En coulisses  |  Écosystèmes

« Documenter ce qui nous semble être un exemple pour le monde »

Dans les coulisses du récit La Vjosa, dernier fleuve sauvage

Manuela Schirra et Fabrizio Girarldi parlent d’une seule voix. Leurs phrases s’emmêlent dans un mélange gracieux d’anglais et d’espagnol saupoudré de mots italiens qu’il faut saisir à la volée. Cela fait quinze ans qu’ils travaillent ensemble, plus encore qu’ils partagent leur vie. Avant, Manuela était architecte. Fabrizio, lui, a toujours été photographe. « Nous avons fusionné nos compétences, elle a une approche plus propre de la composition, je gère la technique », explique-t-il.

Fin 2018, le duo est envoyé dans les Balkans par le National Geographic pour couvrir la campagne Save the Blue Heart of Europe, qui combat des projets de barrages dans la région. « Nous découvrons que l’énergie hydroélectrique que nous considérions comme verte est aussi très destructrice de l’environnement et des écosystèmes. » Ils apprennent également l’existence d’un projet de parc naturel en Albanie pour protéger le dernier fleuve sauvage d’Europe.

Au rythme de ceux qui vivent avec la rivière

« En Italie, comme ailleurs, les cours des rivières et des fleuves portent la main de l’homme, ils ont été modifiés par des barrages, des écluses, des usines hydroélectriques. Pas la Vjosa. Nous décidons de documenter ce qui nous semble être un exemple pour le monde. » Les restrictions liées au Covid-19 freinent un temps le projet, mais en juin 2022, le couple quitte Trieste pour rejoindre la source de la Vjosa, située à mille kilomètres, et vingt heures de route de là.
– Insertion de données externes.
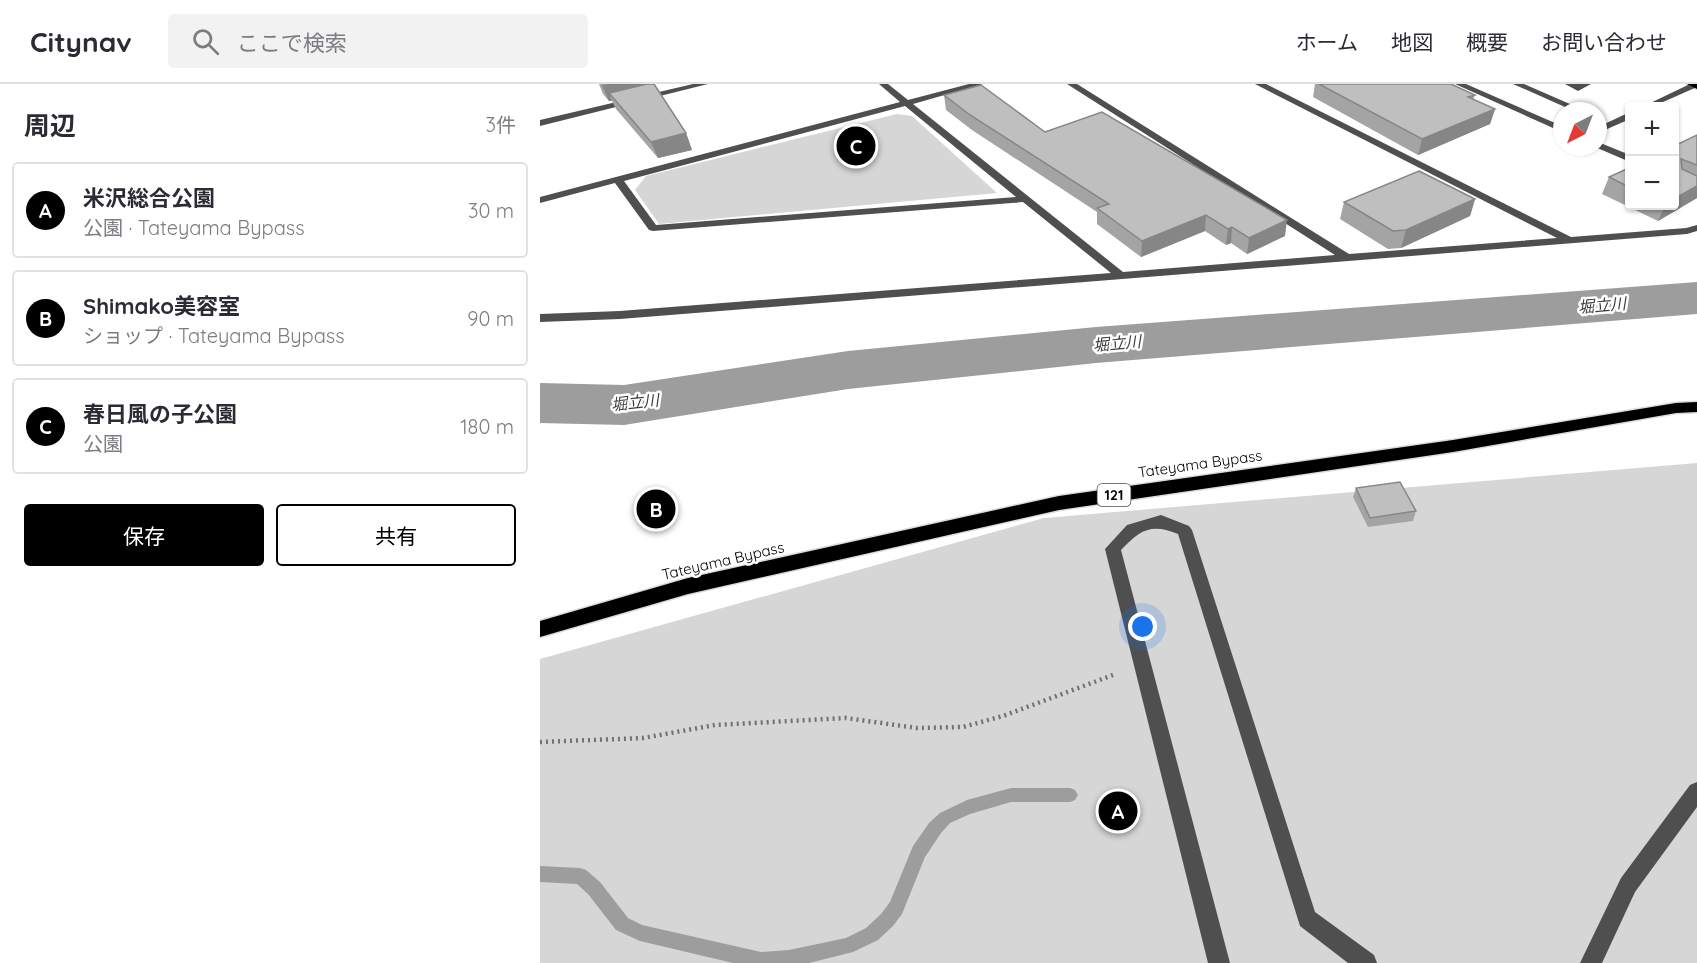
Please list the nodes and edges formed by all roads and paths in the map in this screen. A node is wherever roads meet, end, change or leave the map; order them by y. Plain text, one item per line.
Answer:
1 (704, 84) edge
2 (979, 84) edge
3 (1071, 84) edge
4 (1259, 84) edge
5 (1459, 84) edge
6 (1505, 84) edge
7 (1517, 84) edge
8 (1569, 84) edge
9 (1587, 84) edge
10 (887, 85) edge
11 (1695, 85) edge
12 (1539, 96) junction
13 (1556, 102) edge
14 (1657, 102) edge
15 (908, 103) junction
16 (1553, 103) edge
17 (1625, 117) edge
18 (540, 123) edge
19 (1607, 124) edge
20 (1553, 125) edge
21 (1607, 149) edge
22 (1625, 157) edge
23 (618, 180) junction
24 (1025, 199) junction
25 (540, 200) edge
26 (1697, 228) edge
27 (1569, 240) junction
28 (1347, 258) junction
29 (1120, 275) junction
30 (540, 318) edge
31 (1697, 407) edge
32 (540, 629) edge
33 (1113, 675) dead end
34 (540, 742) edge
35 (1697, 791) edge
36 (1220, 963) edge
37 (1366, 963) edge
38 (1591, 963) edge

1 - 18 street
2 - 15 street
3 - 28 street
4 - 27 street
5 - 20 street
6 - 12 street
7 - 12 street
8 - 9 street
10 - 15 street
11 - 14 street
12 - 13 street
12 - 16 street
15 - 23 street
15 - 24 street
17 - 19 street
21 - 22 street
23 - 24 street
23 - 25 street
24 - 29 street
26 - 27 street
27 - 28 street
28 - 29 street
29 - 30 street
31 - 32 highway, Tateyama Bypass / 121
33 - 34 path
35 - 38 street
36 - 37 street

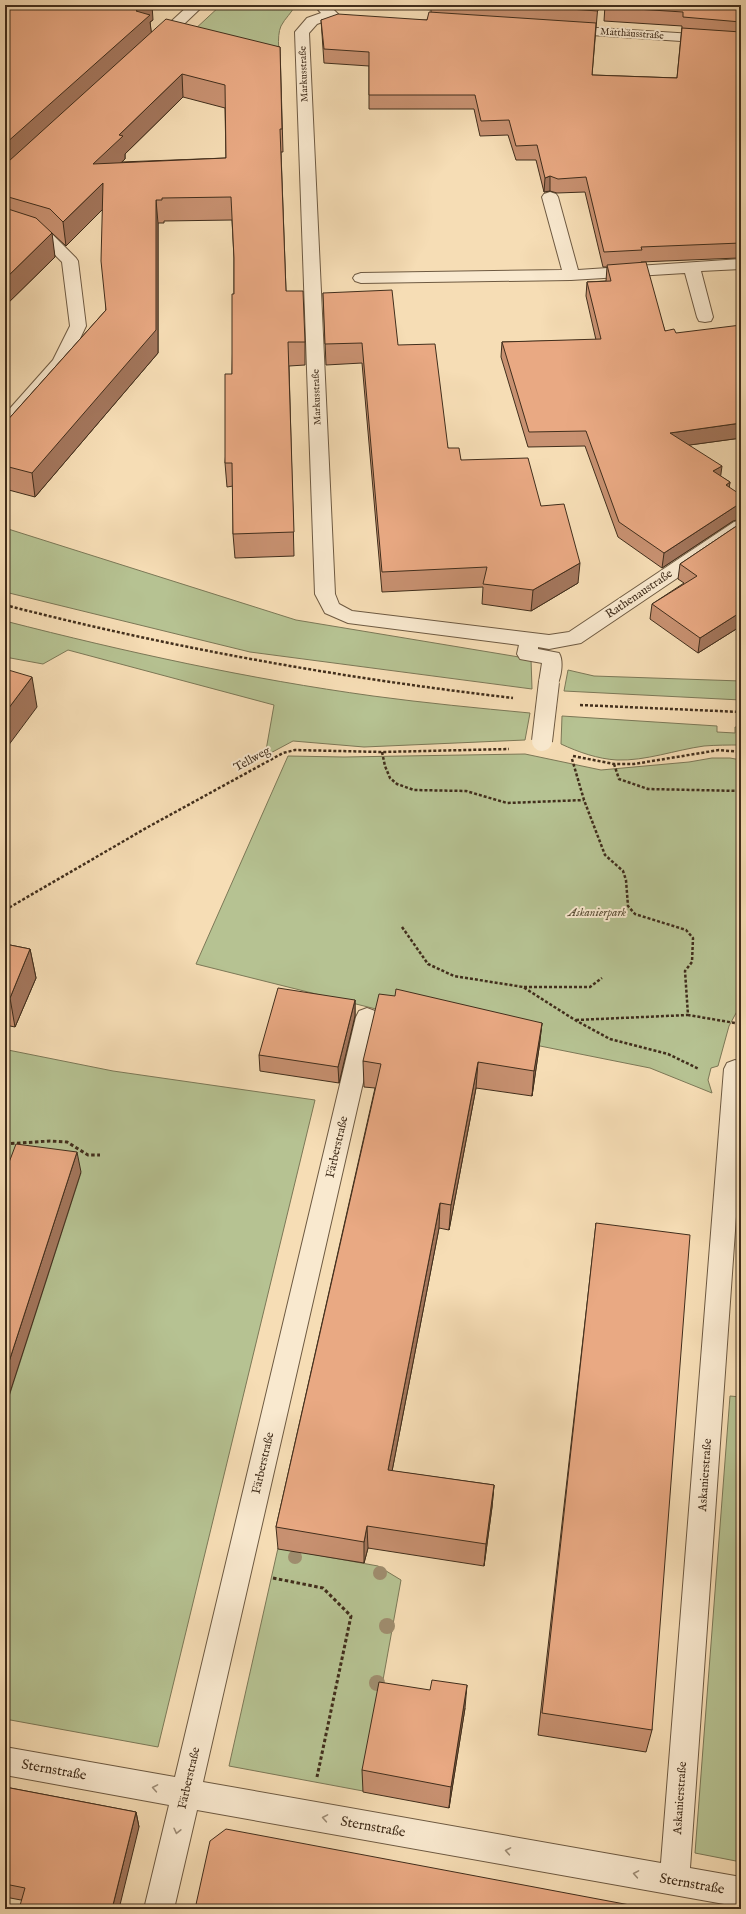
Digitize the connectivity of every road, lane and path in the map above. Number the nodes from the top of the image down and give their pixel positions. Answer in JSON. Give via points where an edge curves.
{"nodes":[{"id":1,"x":197,"y":5,"type":"edge"},
{"id":2,"x":333,"y":12,"type":"edge"},
{"id":3,"x":552,"y":29,"type":"edge"},
{"id":4,"x":741,"y":41,"type":"edge"},
{"id":5,"x":145,"y":53,"type":"edge"},
{"id":6,"x":550,"y":197,"type":"dead end"},
{"id":7,"x":5,"y":224,"type":"edge"},
{"id":8,"x":741,"y":264,"type":"edge"},
{"id":9,"x":692,"y":267,"type":"junction"},
{"id":10,"x":571,"y":275,"type":"junction"},
{"id":11,"x":361,"y":278,"type":"dead end"},
{"id":12,"x":705,"y":317,"type":"dead end"},
{"id":13,"x":5,"y":425,"type":"edge"},
{"id":14,"x":741,"y":526,"type":"edge"},
{"id":15,"x":5,"y":605,"type":"edge"},
{"id":16,"x":530,"y":639,"type":"junction"},
{"id":17,"x":479,"y":694,"type":"dead end"},
{"id":18,"x":572,"y":704,"type":"dead end"},
{"id":19,"x":741,"y":712,"type":"edge"},
{"id":20,"x":542,"y":741,"type":"dead end"},
{"id":21,"x":512,"y":749,"type":"dead end"},
{"id":22,"x":741,"y":751,"type":"edge"},
{"id":23,"x":382,"y":752,"type":"junction"},
{"id":24,"x":614,"y":764,"type":"junction"},
{"id":25,"x":741,"y":791,"type":"edge"},
{"id":26,"x":584,"y":800,"type":"junction"},
{"id":27,"x":5,"y":910,"type":"edge"},
{"id":28,"x":402,"y":927,"type":"dead end"},
{"id":29,"x":602,"y":978,"type":"dead end"},
{"id":30,"x":523,"y":987,"type":"junction"},
{"id":31,"x":688,"y":1015,"type":"junction"},
{"id":32,"x":367,"y":1017,"type":"dead end"},
{"id":33,"x":575,"y":1020,"type":"junction"},
{"id":34,"x":741,"y":1024,"type":"edge"},
{"id":35,"x":734,"y":1074,"type":"joint"},
{"id":36,"x":5,"y":1144,"type":"edge"},
{"id":37,"x":100,"y":1156,"type":"dead end"},
{"id":38,"x":238,"y":1570,"type":"junction"},
{"id":39,"x":5,"y":1761,"type":"edge"},
{"id":40,"x":185,"y":1793,"type":"junction"},
{"id":41,"x":309,"y":1815,"type":"junction"},
{"id":42,"x":674,"y":1881,"type":"junction"},
{"id":43,"x":741,"y":1892,"type":"edge"},
{"id":44,"x":158,"y":1909,"type":"edge"}],
"edges":[{"from":1,"to":5,"type":"street"},
{"from":2,"to":16,"type":"street","name":"Markusstraße","via":[[312,21],[302,32],[326,594],[332,608],[348,617]]},
{"from":3,"to":4,"type":"street","name":"Matthäusstraße"},
{"from":6,"to":10,"type":"street"},
{"from":7,"to":13,"type":"street","via":[[46,237],[70,261],[78,326],[61,362]]},
{"from":8,"to":9,"type":"street"},
{"from":9,"to":10,"type":"street"},
{"from":9,"to":12,"type":"street"},
{"from":10,"to":11,"type":"street"},
{"from":14,"to":16,"type":"street","name":"Rathenaustraße","via":[[574,638],[549,642]]},
{"from":15,"to":17,"type":"path","via":[[161,643],[266,664]]},
{"from":16,"to":20,"type":"street","bridge":true,"via":[[527,654],[552,658]]},
{"from":18,"to":19,"type":"path"},
{"from":21,"to":23,"type":"path","name":"Tellweg"},
{"from":22,"to":24,"type":"path","via":[[719,750],[663,760]]},
{"from":23,"to":26,"type":"path","via":[[388,777],[396,784],[409,789],[429,792],[475,792],[505,802]]},
{"from":23,"to":27,"type":"path","name":"Tellweg","via":[[295,750],[283,753]]},
{"from":24,"to":25,"type":"path","via":[[619,779],[648,789]]},
{"from":24,"to":26,"type":"path","via":[[571,756]]},
{"from":26,"to":31,"type":"path","via":[[606,855],[623,871],[628,906],[635,914],[686,930],[693,938],[692,962],[685,971]]},
{"from":28,"to":30,"type":"path","via":[[428,964],[454,976]]},
{"from":29,"to":30,"type":"path","via":[[590,987]]},
{"from":30,"to":33,"type":"path"},
{"from":31,"to":33,"type":"path"},
{"from":31,"to":34,"type":"path"},
{"from":32,"to":38,"type":"street","name":"Färberstraße"},
{"from":33,"to":35,"type":"path","via":[[610,1039],[668,1054],[710,1074]]},
{"from":35,"to":42,"type":"street","name":"Askanierstraße"},
{"from":36,"to":37,"type":"path","via":[[50,1140],[68,1142],[88,1156]]},
{"from":38,"to":40,"type":"street","name":"Färberstraße"},
{"from":38,"to":41,"type":"path","via":[[323,1588],[351,1616]]},
{"from":40,"to":39,"type":"street","name":"Sternstraße","one_way":true},
{"from":40,"to":41,"type":"street","name":"Sternstraße"},
{"from":40,"to":44,"type":"street","name":"Färberstraße","one_way":true},
{"from":42,"to":41,"type":"street","name":"Sternstraße","one_way":true},
{"from":42,"to":43,"type":"street","name":"Sternstraße"}]}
« Nous sommes partis en van avec notre fille âgée de quelques mois. Pendant des semaines, nous avons descendu la rivière jusqu’à son embouchure et parcouru ses quatre affluents. En nous arrêtant souvent. Notre but était de ne pas nous cantonner aux eaux de la Vjosa, mais de photographier tout un territoire et ses habitants. »

Beaucoup de routes ne sont pas asphaltées. Certains lieux sont difficiles d’accès. Ils dorment dans leur véhicule aménagé, quand le sommeil de la petite le permet. « C’est difficile », admettent-ils. Mais la présence du bébé change la donne, ralentissant le rythme, facilitant les contacts avec « celles et ceux qui vivent avec la rivière depuis des générations. Un barrage, ici, ce sont des modes de vies séculaires qui seraient modifiés ».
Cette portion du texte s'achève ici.